Task input START
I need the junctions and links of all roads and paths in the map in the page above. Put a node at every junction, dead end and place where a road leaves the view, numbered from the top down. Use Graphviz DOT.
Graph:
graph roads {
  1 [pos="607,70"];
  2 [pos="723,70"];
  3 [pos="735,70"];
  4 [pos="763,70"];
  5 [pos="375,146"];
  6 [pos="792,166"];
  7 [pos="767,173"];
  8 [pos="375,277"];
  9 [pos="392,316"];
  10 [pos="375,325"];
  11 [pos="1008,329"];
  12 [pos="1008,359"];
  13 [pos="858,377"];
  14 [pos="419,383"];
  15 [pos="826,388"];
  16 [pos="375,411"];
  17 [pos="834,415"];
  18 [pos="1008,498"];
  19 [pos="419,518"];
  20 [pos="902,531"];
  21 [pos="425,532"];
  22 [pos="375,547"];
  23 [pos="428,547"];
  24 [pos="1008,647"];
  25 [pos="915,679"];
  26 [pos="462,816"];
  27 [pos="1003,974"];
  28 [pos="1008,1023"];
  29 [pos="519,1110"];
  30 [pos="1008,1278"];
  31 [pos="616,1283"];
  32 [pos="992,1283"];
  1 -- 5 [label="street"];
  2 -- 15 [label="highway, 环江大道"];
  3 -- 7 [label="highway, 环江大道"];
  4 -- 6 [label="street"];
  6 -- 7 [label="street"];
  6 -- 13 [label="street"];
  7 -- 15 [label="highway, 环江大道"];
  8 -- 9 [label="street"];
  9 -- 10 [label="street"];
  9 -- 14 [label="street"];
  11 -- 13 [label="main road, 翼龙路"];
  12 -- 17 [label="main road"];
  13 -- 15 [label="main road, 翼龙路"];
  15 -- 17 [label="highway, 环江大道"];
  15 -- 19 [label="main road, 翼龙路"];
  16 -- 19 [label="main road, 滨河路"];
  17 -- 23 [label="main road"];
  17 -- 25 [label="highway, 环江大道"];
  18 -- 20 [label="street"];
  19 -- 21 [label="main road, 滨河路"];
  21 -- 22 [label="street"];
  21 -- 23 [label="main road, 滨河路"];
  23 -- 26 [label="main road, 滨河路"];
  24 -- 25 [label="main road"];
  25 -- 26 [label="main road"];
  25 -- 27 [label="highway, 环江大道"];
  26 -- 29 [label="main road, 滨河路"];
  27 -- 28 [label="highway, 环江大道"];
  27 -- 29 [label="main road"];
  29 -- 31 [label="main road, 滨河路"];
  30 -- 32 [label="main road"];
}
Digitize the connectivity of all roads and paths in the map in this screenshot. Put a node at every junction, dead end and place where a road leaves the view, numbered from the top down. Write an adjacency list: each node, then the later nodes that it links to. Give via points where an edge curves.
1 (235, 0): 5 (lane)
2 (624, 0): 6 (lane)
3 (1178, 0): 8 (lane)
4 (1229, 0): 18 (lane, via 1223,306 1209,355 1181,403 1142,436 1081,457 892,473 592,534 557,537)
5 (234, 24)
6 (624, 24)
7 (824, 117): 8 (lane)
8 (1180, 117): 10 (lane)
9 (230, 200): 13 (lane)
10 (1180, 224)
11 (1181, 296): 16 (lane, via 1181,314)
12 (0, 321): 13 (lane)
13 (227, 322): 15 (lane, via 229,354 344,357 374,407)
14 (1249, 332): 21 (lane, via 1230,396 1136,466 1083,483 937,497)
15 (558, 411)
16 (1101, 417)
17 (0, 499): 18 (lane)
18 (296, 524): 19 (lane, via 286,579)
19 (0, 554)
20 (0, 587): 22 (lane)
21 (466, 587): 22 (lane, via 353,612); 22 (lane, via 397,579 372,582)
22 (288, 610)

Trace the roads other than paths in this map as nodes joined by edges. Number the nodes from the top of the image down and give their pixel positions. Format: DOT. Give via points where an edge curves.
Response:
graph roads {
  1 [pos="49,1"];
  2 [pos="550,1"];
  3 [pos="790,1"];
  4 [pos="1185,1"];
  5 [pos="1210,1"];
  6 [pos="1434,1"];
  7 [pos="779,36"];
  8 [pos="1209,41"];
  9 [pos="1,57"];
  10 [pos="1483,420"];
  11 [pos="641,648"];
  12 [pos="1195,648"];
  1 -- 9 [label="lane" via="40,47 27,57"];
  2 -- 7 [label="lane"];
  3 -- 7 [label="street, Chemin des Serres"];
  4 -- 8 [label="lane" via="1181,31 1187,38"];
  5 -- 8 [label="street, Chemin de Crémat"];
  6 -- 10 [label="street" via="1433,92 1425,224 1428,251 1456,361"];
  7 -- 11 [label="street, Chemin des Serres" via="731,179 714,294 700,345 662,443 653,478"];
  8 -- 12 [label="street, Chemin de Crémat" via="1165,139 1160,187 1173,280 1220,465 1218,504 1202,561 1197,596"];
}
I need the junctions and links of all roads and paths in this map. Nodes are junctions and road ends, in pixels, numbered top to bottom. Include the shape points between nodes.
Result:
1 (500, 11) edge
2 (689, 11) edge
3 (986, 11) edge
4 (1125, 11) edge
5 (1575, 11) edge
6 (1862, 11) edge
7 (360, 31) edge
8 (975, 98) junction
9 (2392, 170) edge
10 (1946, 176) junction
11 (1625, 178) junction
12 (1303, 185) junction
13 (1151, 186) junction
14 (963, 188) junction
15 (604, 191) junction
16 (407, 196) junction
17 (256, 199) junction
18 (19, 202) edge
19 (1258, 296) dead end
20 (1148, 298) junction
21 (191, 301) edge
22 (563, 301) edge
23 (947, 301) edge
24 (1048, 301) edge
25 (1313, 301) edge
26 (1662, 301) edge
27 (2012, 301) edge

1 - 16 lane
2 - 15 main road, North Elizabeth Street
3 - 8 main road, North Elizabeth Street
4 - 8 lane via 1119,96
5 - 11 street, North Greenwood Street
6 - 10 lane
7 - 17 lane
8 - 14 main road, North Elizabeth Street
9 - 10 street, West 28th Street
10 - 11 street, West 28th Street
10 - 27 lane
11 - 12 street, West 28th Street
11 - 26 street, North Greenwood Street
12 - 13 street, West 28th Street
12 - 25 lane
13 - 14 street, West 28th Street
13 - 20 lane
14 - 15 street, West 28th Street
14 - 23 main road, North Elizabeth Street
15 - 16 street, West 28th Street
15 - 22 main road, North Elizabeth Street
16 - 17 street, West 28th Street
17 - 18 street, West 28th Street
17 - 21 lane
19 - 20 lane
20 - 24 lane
Task input END
Each record above should be output again exactly.

◆ **Expected answer**:
I need the junctions and links of all roads and paths in the map in the page above. Put a node at every junction, dead end and place where a road leaves the view, numbered from the top down. Use Graphviz DOT.
Graph:
graph roads {
  1 [pos="607,70"];
  2 [pos="723,70"];
  3 [pos="735,70"];
  4 [pos="763,70"];
  5 [pos="375,146"];
  6 [pos="792,166"];
  7 [pos="767,173"];
  8 [pos="375,277"];
  9 [pos="392,316"];
  10 [pos="375,325"];
  11 [pos="1008,329"];
  12 [pos="1008,359"];
  13 [pos="858,377"];
  14 [pos="419,383"];
  15 [pos="826,388"];
  16 [pos="375,411"];
  17 [pos="834,415"];
  18 [pos="1008,498"];
  19 [pos="419,518"];
  20 [pos="902,531"];
  21 [pos="425,532"];
  22 [pos="375,547"];
  23 [pos="428,547"];
  24 [pos="1008,647"];
  25 [pos="915,679"];
  26 [pos="462,816"];
  27 [pos="1003,974"];
  28 [pos="1008,1023"];
  29 [pos="519,1110"];
  30 [pos="1008,1278"];
  31 [pos="616,1283"];
  32 [pos="992,1283"];
  1 -- 5 [label="street"];
  2 -- 15 [label="highway, 环江大道"];
  3 -- 7 [label="highway, 环江大道"];
  4 -- 6 [label="street"];
  6 -- 7 [label="street"];
  6 -- 13 [label="street"];
  7 -- 15 [label="highway, 环江大道"];
  8 -- 9 [label="street"];
  9 -- 10 [label="street"];
  9 -- 14 [label="street"];
  11 -- 13 [label="main road, 翼龙路"];
  12 -- 17 [label="main road"];
  13 -- 15 [label="main road, 翼龙路"];
  15 -- 17 [label="highway, 环江大道"];
  15 -- 19 [label="main road, 翼龙路"];
  16 -- 19 [label="main road, 滨河路"];
  17 -- 23 [label="main road"];
  17 -- 25 [label="highway, 环江大道"];
  18 -- 20 [label="street"];
  19 -- 21 [label="main road, 滨河路"];
  21 -- 22 [label="street"];
  21 -- 23 [label="main road, 滨河路"];
  23 -- 26 [label="main road, 滨河路"];
  24 -- 25 [label="main road"];
  25 -- 26 [label="main road"];
  25 -- 27 [label="highway, 环江大道"];
  26 -- 29 [label="main road, 滨河路"];
  27 -- 28 [label="highway, 环江大道"];
  27 -- 29 [label="main road"];
  29 -- 31 [label="main road, 滨河路"];
  30 -- 32 [label="main road"];
}
Digitize the connectivity of all roads and paths in the map in this screenshot. Put a node at every junction, dead end and place where a road leaves the view, numbered from the top down. Write an adjacency list: each node, then the later nodes that it links to. Give via points where an edge curves.
1 (235, 0): 5 (lane)
2 (624, 0): 6 (lane)
3 (1178, 0): 8 (lane)
4 (1229, 0): 18 (lane, via 1223,306 1209,355 1181,403 1142,436 1081,457 892,473 592,534 557,537)
5 (234, 24)
6 (624, 24)
7 (824, 117): 8 (lane)
8 (1180, 117): 10 (lane)
9 (230, 200): 13 (lane)
10 (1180, 224)
11 (1181, 296): 16 (lane, via 1181,314)
12 (0, 321): 13 (lane)
13 (227, 322): 15 (lane, via 229,354 344,357 374,407)
14 (1249, 332): 21 (lane, via 1230,396 1136,466 1083,483 937,497)
15 (558, 411)
16 (1101, 417)
17 (0, 499): 18 (lane)
18 (296, 524): 19 (lane, via 286,579)
19 (0, 554)
20 (0, 587): 22 (lane)
21 (466, 587): 22 (lane, via 353,612); 22 (lane, via 397,579 372,582)
22 (288, 610)

Trace the roads other than paths in this map as nodes joined by edges. Number the nodes from the top of the image down and give their pixel positions. Format: DOT. Give via points where an edge curves.
Response:
graph roads {
  1 [pos="49,1"];
  2 [pos="550,1"];
  3 [pos="790,1"];
  4 [pos="1185,1"];
  5 [pos="1210,1"];
  6 [pos="1434,1"];
  7 [pos="779,36"];
  8 [pos="1209,41"];
  9 [pos="1,57"];
  10 [pos="1483,420"];
  11 [pos="641,648"];
  12 [pos="1195,648"];
  1 -- 9 [label="lane" via="40,47 27,57"];
  2 -- 7 [label="lane"];
  3 -- 7 [label="street, Chemin des Serres"];
  4 -- 8 [label="lane" via="1181,31 1187,38"];
  5 -- 8 [label="street, Chemin de Crémat"];
  6 -- 10 [label="street" via="1433,92 1425,224 1428,251 1456,361"];
  7 -- 11 [label="street, Chemin des Serres" via="731,179 714,294 700,345 662,443 653,478"];
  8 -- 12 [label="street, Chemin de Crémat" via="1165,139 1160,187 1173,280 1220,465 1218,504 1202,561 1197,596"];
}
I need the junctions and links of all roads and paths in this map. Nodes are junctions and road ends, in pixels, numbered top to bottom. Include the shape points between nodes.
Result:
1 (500, 11) edge
2 (689, 11) edge
3 (986, 11) edge
4 (1125, 11) edge
5 (1575, 11) edge
6 (1862, 11) edge
7 (360, 31) edge
8 (975, 98) junction
9 (2392, 170) edge
10 (1946, 176) junction
11 (1625, 178) junction
12 (1303, 185) junction
13 (1151, 186) junction
14 (963, 188) junction
15 (604, 191) junction
16 (407, 196) junction
17 (256, 199) junction
18 (19, 202) edge
19 (1258, 296) dead end
20 (1148, 298) junction
21 (191, 301) edge
22 (563, 301) edge
23 (947, 301) edge
24 (1048, 301) edge
25 (1313, 301) edge
26 (1662, 301) edge
27 (2012, 301) edge

1 - 16 lane
2 - 15 main road, North Elizabeth Street
3 - 8 main road, North Elizabeth Street
4 - 8 lane via 1119,96
5 - 11 street, North Greenwood Street
6 - 10 lane
7 - 17 lane
8 - 14 main road, North Elizabeth Street
9 - 10 street, West 28th Street
10 - 11 street, West 28th Street
10 - 27 lane
11 - 12 street, West 28th Street
11 - 26 street, North Greenwood Street
12 - 13 street, West 28th Street
12 - 25 lane
13 - 14 street, West 28th Street
13 - 20 lane
14 - 15 street, West 28th Street
14 - 23 main road, North Elizabeth Street
15 - 16 street, West 28th Street
15 - 22 main road, North Elizabeth Street
16 - 17 street, West 28th Street
17 - 18 street, West 28th Street
17 - 21 lane
19 - 20 lane
20 - 24 lane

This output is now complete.